Pero ojo, no nos pase desapercibido que también hay otra manera de pedir perdón. Esa de decir algo así como «Luis, se fuerte», de Mariano Rajoy, que nada tiene que ver con la de Pedro Sánchez hacia Ábalos a quién le decía «he echado de menos tu amistad». Hay varios giros gramaticales de querer significar lo mismo.
Es el perdón de la derecha. Que más que reclamarlo lo exige. La gente de derechas pide perdón perdonando. Como Montoro, tras haber montado, supuestamente, una red cuasi mafiosa, al estilo de la Camorra italiana, y al abrigo de esos inspectores de Hacienda tan temidos o más que Billy el niño. O el perdón de Rodrigo Rato. Con su libro Hasta aquí hemos llegado. Donde nos vende la moto de una crisis financiera mundial pero que se olvida de sus víctimas. A quién le importa todos aquellos ancianos estafados, enloquecidos y empujados a la ruina, tras habérseles sustraído todos y cada uno de sus ahorros.
O, incluso, para trasladarnos al presente reciente, nuestra «presicienta» de la Comunidad de Madrid. Nuestra dulce Ayuso, que ante lo desvelado en el Hospital de Torrejón dice frente a las cámaras que será contundente por lo ocurrido. Frente a los débiles, frente a esos pacientes que engrosan las listas de espera. Es su manera de pedir perdón. Porque poco después, en lugar de cancelar los contratos o exigir dimisiones lo que hace es blanquear las palabras del CEO, para dejarlas en nimiedades, en rencillas entre directivos que, por supuesto, el pueblo, el débil, sabrá perdonar, como buen cristiano.
Y así, con esta retahíla de perdones nadie asume responsabilidades.
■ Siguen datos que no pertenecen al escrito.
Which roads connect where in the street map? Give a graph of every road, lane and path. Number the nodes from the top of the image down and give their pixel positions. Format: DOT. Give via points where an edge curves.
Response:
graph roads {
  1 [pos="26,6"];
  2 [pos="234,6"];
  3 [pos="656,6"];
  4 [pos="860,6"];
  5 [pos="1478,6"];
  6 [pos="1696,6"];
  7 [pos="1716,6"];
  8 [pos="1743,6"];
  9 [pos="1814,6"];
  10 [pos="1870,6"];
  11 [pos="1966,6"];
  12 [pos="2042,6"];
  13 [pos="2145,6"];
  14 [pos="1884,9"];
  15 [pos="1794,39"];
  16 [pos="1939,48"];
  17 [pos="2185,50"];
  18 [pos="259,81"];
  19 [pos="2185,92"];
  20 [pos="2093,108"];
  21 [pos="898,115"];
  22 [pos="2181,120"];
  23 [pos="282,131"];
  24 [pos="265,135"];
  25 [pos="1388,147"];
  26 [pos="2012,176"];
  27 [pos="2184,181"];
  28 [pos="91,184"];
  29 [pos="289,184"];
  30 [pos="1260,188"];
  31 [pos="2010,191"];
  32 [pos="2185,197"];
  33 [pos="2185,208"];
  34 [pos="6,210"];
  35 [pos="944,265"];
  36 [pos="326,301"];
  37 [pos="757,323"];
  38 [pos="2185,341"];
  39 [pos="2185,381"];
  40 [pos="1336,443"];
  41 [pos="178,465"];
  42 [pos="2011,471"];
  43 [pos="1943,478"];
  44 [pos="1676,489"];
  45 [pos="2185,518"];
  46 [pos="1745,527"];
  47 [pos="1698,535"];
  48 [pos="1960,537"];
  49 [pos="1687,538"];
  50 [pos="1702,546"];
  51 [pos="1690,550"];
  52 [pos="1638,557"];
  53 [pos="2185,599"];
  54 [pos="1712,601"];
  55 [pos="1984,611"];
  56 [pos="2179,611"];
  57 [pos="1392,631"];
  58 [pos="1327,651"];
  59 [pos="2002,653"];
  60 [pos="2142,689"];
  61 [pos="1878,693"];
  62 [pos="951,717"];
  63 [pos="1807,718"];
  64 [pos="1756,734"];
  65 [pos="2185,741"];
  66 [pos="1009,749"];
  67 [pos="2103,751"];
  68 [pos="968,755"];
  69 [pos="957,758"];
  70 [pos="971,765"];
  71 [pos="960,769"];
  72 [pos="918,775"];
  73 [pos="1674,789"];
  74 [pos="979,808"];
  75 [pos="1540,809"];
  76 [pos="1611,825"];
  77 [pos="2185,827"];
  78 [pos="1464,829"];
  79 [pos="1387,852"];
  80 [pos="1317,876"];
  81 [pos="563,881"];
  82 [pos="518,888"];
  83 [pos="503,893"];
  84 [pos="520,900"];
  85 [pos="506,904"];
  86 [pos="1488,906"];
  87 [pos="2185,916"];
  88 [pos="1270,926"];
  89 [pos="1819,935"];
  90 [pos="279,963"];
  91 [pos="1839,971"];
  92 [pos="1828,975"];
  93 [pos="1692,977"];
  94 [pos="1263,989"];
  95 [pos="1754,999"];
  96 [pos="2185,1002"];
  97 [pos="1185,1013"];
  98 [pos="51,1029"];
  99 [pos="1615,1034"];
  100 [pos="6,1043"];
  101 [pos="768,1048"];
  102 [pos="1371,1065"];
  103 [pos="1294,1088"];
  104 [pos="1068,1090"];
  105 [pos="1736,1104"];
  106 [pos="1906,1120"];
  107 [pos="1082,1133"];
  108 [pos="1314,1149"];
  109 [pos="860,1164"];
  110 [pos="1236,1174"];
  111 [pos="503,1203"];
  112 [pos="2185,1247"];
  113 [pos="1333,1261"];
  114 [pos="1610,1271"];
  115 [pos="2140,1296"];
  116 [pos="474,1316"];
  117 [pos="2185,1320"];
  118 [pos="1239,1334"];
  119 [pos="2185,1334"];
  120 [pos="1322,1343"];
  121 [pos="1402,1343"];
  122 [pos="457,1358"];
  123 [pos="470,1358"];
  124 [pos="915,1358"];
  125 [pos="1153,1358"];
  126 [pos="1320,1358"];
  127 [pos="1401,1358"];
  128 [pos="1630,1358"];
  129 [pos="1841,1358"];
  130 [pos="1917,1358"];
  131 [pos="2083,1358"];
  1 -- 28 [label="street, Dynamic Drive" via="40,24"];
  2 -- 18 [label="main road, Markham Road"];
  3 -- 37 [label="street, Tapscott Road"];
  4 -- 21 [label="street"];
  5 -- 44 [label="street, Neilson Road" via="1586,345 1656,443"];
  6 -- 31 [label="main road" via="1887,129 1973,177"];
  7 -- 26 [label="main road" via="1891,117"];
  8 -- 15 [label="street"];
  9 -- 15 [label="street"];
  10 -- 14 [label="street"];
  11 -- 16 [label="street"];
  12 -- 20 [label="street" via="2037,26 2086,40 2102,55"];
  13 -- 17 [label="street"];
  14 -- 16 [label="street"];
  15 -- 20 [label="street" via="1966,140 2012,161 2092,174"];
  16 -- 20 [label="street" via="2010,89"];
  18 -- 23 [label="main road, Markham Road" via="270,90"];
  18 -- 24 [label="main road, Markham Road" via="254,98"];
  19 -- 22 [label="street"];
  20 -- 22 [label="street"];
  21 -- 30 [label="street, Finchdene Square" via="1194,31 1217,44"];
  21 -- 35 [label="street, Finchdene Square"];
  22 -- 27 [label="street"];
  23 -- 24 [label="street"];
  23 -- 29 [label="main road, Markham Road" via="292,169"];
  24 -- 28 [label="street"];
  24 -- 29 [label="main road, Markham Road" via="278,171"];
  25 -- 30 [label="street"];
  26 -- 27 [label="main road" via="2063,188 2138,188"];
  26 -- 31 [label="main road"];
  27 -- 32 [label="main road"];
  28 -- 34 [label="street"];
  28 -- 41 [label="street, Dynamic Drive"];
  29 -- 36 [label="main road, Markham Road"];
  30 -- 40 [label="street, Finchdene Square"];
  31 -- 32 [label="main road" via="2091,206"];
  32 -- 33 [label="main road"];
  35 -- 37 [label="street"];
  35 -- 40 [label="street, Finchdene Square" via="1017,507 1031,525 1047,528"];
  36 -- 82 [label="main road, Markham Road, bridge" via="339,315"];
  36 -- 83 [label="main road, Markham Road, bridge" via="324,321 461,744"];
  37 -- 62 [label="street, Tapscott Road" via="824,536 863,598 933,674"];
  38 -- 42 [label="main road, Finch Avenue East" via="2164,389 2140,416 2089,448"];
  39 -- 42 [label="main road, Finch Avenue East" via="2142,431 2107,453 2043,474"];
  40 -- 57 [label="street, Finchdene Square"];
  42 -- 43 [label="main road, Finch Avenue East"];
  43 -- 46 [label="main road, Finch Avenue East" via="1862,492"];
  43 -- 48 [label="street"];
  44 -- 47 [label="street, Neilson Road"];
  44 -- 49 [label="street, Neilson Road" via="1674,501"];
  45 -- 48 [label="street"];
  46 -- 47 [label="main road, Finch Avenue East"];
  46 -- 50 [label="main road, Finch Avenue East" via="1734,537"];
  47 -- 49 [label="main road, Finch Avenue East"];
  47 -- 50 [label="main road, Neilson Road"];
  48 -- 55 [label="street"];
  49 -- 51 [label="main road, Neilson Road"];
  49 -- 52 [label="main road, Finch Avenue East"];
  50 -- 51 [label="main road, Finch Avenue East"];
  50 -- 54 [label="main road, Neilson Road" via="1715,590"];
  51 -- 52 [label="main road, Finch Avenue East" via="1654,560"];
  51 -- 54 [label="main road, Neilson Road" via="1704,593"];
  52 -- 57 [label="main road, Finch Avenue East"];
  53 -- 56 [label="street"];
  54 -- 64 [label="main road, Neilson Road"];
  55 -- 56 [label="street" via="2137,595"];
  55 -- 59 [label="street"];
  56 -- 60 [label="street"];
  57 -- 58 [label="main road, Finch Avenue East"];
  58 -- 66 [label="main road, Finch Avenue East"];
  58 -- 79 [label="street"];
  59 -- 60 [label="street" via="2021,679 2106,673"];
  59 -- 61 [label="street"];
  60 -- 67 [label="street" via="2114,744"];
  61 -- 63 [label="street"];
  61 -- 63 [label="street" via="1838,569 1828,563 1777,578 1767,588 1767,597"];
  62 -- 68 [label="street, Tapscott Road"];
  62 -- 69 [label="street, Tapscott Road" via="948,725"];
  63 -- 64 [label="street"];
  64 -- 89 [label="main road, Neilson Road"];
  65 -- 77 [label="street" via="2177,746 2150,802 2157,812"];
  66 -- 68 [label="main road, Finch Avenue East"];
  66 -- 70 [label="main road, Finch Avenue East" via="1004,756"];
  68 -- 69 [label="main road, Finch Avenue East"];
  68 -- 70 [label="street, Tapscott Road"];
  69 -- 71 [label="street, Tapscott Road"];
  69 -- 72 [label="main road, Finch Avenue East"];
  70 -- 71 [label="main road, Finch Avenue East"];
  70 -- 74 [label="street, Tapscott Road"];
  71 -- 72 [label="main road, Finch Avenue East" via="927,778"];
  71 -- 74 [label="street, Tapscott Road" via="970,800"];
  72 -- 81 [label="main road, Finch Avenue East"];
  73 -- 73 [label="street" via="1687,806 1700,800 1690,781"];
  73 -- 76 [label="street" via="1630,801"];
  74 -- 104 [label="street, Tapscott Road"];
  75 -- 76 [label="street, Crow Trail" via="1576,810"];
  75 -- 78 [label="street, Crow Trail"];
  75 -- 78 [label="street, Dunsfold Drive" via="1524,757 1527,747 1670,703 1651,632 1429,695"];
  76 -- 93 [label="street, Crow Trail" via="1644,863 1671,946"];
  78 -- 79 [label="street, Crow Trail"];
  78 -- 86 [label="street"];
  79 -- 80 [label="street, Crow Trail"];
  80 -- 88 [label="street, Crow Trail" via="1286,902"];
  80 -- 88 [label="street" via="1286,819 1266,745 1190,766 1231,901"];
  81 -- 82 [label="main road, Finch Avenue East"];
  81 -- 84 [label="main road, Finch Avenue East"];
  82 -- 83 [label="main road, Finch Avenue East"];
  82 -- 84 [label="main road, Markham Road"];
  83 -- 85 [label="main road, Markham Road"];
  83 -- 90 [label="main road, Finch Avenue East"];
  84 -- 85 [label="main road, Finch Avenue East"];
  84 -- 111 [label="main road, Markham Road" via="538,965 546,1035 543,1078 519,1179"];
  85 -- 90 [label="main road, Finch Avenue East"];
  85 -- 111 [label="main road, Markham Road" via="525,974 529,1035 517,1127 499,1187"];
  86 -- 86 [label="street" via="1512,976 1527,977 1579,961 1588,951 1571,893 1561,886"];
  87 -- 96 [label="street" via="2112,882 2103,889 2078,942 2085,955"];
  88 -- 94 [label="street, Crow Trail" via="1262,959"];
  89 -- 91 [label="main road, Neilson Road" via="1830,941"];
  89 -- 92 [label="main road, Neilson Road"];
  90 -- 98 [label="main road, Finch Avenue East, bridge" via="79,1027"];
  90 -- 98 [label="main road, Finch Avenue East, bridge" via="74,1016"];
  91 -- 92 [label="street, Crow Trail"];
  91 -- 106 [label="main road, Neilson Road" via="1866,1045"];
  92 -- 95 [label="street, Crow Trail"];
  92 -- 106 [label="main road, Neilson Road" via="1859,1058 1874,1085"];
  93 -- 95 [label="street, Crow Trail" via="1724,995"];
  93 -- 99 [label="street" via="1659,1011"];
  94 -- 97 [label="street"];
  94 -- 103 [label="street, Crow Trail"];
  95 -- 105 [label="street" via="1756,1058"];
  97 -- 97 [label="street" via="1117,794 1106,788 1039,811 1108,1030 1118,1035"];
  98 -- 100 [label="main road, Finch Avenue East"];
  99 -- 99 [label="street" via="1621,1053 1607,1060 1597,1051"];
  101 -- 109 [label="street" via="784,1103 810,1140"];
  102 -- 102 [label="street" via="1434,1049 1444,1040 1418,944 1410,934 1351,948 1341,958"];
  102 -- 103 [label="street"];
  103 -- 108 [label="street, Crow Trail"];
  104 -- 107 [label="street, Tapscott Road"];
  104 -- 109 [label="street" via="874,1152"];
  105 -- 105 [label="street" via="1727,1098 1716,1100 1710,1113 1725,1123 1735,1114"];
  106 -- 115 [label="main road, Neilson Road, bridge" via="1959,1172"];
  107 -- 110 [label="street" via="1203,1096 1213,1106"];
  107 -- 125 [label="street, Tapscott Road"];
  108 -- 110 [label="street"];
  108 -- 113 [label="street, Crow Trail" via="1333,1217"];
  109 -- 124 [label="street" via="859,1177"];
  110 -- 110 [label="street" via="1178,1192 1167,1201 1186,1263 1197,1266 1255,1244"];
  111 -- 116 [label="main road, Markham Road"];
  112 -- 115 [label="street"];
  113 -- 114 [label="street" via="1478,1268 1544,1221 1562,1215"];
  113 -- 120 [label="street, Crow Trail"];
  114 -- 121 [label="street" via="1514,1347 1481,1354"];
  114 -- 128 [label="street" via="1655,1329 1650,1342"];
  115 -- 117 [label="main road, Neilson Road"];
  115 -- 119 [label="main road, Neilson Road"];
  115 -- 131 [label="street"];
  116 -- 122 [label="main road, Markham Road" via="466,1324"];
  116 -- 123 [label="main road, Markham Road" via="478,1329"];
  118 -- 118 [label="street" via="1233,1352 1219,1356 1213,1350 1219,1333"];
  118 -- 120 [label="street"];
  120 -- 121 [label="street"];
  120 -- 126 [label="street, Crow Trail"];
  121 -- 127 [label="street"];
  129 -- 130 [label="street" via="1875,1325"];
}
Todo el mundo pide perdón como si eso fuera una especie de misericordioso trampolín para seguir mamando del erario. Del dinero que pone el ciudadano, siempre el más desfavorecido de esa pirámide de perdones.
Un ciudadano adormecido y sedado, pusilánime, que de tan bueno parece tonto. Y que cada vez es más pobre y se ve obligado a renunciar a una gran parte de todos aquellos beneficios sociales que fueron arañando a través de años de lucha y contienda en nuestra jodida Historia.
Nos hemos convertido en un país regido por vividores que piden perdón y que ponen la mano en el fuego sin que haya llama. Mientras tanto, nosotros, los ciudadanitos de a pie, los que así irán en los trenes de Oscar Puente, no queremos entenderlos.
El perdón que se nos pide es por no haber robado lo suficiente o por haberse dejado descubrir.
Dejemos de preocuparnos y sigamos siendo unos ciudadanos medrosos y atemorizados porque el empeño de nuestros gobernantes será sofisticarse para evitar que esto vuelva a ocurrir.